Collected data
○ ○ ○
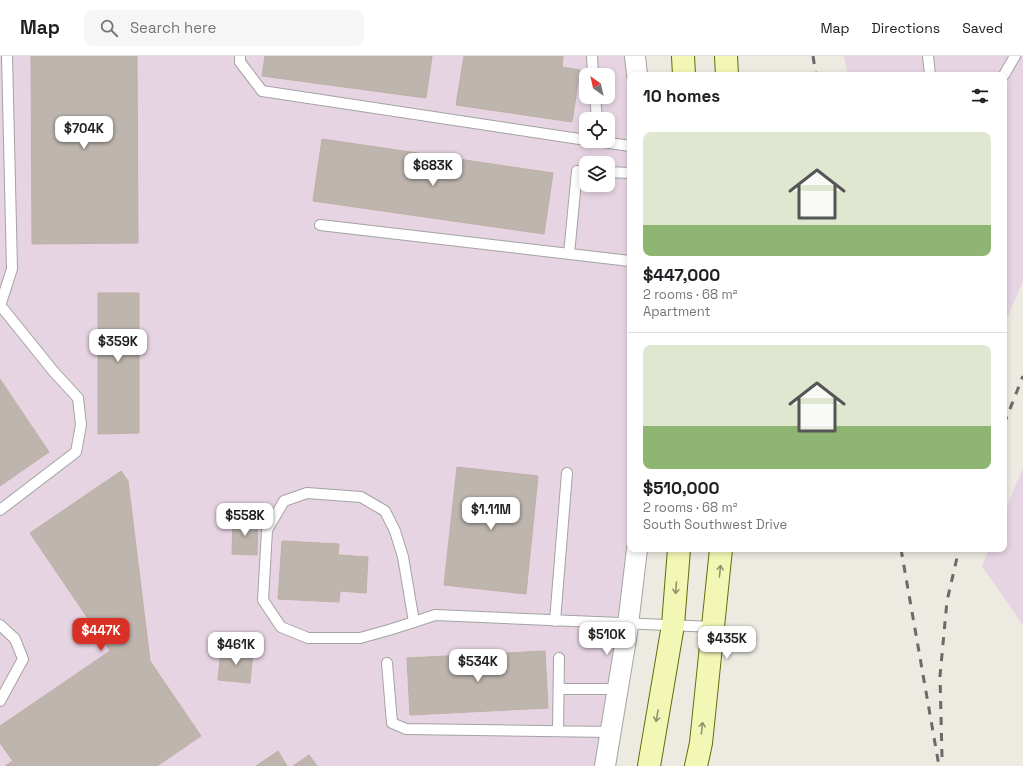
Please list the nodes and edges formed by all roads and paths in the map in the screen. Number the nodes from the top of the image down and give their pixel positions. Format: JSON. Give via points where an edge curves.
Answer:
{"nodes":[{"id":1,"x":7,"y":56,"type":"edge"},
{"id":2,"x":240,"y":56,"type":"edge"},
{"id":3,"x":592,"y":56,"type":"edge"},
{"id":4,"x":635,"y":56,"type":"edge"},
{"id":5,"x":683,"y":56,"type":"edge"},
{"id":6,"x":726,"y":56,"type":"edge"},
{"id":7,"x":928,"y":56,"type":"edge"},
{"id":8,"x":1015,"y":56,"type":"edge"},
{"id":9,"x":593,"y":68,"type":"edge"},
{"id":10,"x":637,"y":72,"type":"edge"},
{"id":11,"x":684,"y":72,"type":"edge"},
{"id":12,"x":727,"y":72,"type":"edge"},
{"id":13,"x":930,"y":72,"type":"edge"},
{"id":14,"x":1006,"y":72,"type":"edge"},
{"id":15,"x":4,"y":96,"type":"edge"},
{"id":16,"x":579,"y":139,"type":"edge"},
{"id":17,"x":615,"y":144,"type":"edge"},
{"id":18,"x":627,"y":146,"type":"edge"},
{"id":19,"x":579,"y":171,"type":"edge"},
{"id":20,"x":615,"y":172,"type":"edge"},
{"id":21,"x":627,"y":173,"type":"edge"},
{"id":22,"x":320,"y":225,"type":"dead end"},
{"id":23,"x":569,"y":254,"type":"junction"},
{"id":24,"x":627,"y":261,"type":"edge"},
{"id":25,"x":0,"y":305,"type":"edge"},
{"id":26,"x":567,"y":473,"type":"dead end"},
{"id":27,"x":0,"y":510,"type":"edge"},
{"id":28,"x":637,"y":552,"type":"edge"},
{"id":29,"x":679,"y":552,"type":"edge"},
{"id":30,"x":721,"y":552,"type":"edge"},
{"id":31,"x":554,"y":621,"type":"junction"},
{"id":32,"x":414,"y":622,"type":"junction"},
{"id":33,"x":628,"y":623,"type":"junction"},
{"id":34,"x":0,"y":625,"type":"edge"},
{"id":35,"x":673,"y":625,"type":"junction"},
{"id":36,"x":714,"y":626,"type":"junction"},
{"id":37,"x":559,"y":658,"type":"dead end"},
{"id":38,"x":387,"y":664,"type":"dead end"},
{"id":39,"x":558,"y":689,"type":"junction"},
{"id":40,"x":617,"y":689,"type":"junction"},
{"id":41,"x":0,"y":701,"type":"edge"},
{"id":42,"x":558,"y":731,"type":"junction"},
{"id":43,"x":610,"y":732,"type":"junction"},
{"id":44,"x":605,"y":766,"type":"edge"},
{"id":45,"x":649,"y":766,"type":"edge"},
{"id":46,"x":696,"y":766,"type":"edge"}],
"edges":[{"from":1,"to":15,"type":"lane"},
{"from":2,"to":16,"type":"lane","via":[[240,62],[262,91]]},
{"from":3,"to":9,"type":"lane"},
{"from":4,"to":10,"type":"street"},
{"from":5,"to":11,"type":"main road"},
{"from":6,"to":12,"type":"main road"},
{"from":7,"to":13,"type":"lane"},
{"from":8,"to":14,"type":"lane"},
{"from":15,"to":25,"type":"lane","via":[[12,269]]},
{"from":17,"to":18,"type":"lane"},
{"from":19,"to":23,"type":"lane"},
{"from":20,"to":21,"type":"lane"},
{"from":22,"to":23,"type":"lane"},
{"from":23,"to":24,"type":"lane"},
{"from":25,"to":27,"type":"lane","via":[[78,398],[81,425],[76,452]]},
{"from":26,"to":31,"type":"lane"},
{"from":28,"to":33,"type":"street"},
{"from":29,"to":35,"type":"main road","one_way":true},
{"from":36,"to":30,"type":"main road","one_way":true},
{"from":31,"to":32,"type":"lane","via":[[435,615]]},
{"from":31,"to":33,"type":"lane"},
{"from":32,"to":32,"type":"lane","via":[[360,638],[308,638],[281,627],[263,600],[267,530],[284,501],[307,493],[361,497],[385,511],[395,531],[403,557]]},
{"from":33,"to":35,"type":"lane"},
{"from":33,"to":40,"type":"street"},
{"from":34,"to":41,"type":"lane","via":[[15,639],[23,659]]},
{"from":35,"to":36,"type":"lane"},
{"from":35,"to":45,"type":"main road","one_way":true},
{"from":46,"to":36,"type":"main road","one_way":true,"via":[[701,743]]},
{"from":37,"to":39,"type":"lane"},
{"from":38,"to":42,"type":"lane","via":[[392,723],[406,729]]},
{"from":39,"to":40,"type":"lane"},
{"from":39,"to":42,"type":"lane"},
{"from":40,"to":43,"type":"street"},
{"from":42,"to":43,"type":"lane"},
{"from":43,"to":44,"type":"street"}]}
○ ○ ○
- Action item -
Give the lines of the entries above exactly as they appear, leaving out each picture.

- Answer to the exercise -
Please list the nodes and edges formed by all roads and paths in the map in the screen. Number the nodes from the top of the image down and give their pixel positions. Format: JSON. Give via points where an edge curves.
Answer:
{"nodes":[{"id":1,"x":7,"y":56,"type":"edge"},
{"id":2,"x":240,"y":56,"type":"edge"},
{"id":3,"x":592,"y":56,"type":"edge"},
{"id":4,"x":635,"y":56,"type":"edge"},
{"id":5,"x":683,"y":56,"type":"edge"},
{"id":6,"x":726,"y":56,"type":"edge"},
{"id":7,"x":928,"y":56,"type":"edge"},
{"id":8,"x":1015,"y":56,"type":"edge"},
{"id":9,"x":593,"y":68,"type":"edge"},
{"id":10,"x":637,"y":72,"type":"edge"},
{"id":11,"x":684,"y":72,"type":"edge"},
{"id":12,"x":727,"y":72,"type":"edge"},
{"id":13,"x":930,"y":72,"type":"edge"},
{"id":14,"x":1006,"y":72,"type":"edge"},
{"id":15,"x":4,"y":96,"type":"edge"},
{"id":16,"x":579,"y":139,"type":"edge"},
{"id":17,"x":615,"y":144,"type":"edge"},
{"id":18,"x":627,"y":146,"type":"edge"},
{"id":19,"x":579,"y":171,"type":"edge"},
{"id":20,"x":615,"y":172,"type":"edge"},
{"id":21,"x":627,"y":173,"type":"edge"},
{"id":22,"x":320,"y":225,"type":"dead end"},
{"id":23,"x":569,"y":254,"type":"junction"},
{"id":24,"x":627,"y":261,"type":"edge"},
{"id":25,"x":0,"y":305,"type":"edge"},
{"id":26,"x":567,"y":473,"type":"dead end"},
{"id":27,"x":0,"y":510,"type":"edge"},
{"id":28,"x":637,"y":552,"type":"edge"},
{"id":29,"x":679,"y":552,"type":"edge"},
{"id":30,"x":721,"y":552,"type":"edge"},
{"id":31,"x":554,"y":621,"type":"junction"},
{"id":32,"x":414,"y":622,"type":"junction"},
{"id":33,"x":628,"y":623,"type":"junction"},
{"id":34,"x":0,"y":625,"type":"edge"},
{"id":35,"x":673,"y":625,"type":"junction"},
{"id":36,"x":714,"y":626,"type":"junction"},
{"id":37,"x":559,"y":658,"type":"dead end"},
{"id":38,"x":387,"y":664,"type":"dead end"},
{"id":39,"x":558,"y":689,"type":"junction"},
{"id":40,"x":617,"y":689,"type":"junction"},
{"id":41,"x":0,"y":701,"type":"edge"},
{"id":42,"x":558,"y":731,"type":"junction"},
{"id":43,"x":610,"y":732,"type":"junction"},
{"id":44,"x":605,"y":766,"type":"edge"},
{"id":45,"x":649,"y":766,"type":"edge"},
{"id":46,"x":696,"y":766,"type":"edge"}],
"edges":[{"from":1,"to":15,"type":"lane"},
{"from":2,"to":16,"type":"lane","via":[[240,62],[262,91]]},
{"from":3,"to":9,"type":"lane"},
{"from":4,"to":10,"type":"street"},
{"from":5,"to":11,"type":"main road"},
{"from":6,"to":12,"type":"main road"},
{"from":7,"to":13,"type":"lane"},
{"from":8,"to":14,"type":"lane"},
{"from":15,"to":25,"type":"lane","via":[[12,269]]},
{"from":17,"to":18,"type":"lane"},
{"from":19,"to":23,"type":"lane"},
{"from":20,"to":21,"type":"lane"},
{"from":22,"to":23,"type":"lane"},
{"from":23,"to":24,"type":"lane"},
{"from":25,"to":27,"type":"lane","via":[[78,398],[81,425],[76,452]]},
{"from":26,"to":31,"type":"lane"},
{"from":28,"to":33,"type":"street"},
{"from":29,"to":35,"type":"main road","one_way":true},
{"from":36,"to":30,"type":"main road","one_way":true},
{"from":31,"to":32,"type":"lane","via":[[435,615]]},
{"from":31,"to":33,"type":"lane"},
{"from":32,"to":32,"type":"lane","via":[[360,638],[308,638],[281,627],[263,600],[267,530],[284,501],[307,493],[361,497],[385,511],[395,531],[403,557]]},
{"from":33,"to":35,"type":"lane"},
{"from":33,"to":40,"type":"street"},
{"from":34,"to":41,"type":"lane","via":[[15,639],[23,659]]},
{"from":35,"to":36,"type":"lane"},
{"from":35,"to":45,"type":"main road","one_way":true},
{"from":46,"to":36,"type":"main road","one_way":true,"via":[[701,743]]},
{"from":37,"to":39,"type":"lane"},
{"from":38,"to":42,"type":"lane","via":[[392,723],[406,729]]},
{"from":39,"to":40,"type":"lane"},
{"from":39,"to":42,"type":"lane"},
{"from":40,"to":43,"type":"street"},
{"from":42,"to":43,"type":"lane"},
{"from":43,"to":44,"type":"street"}]}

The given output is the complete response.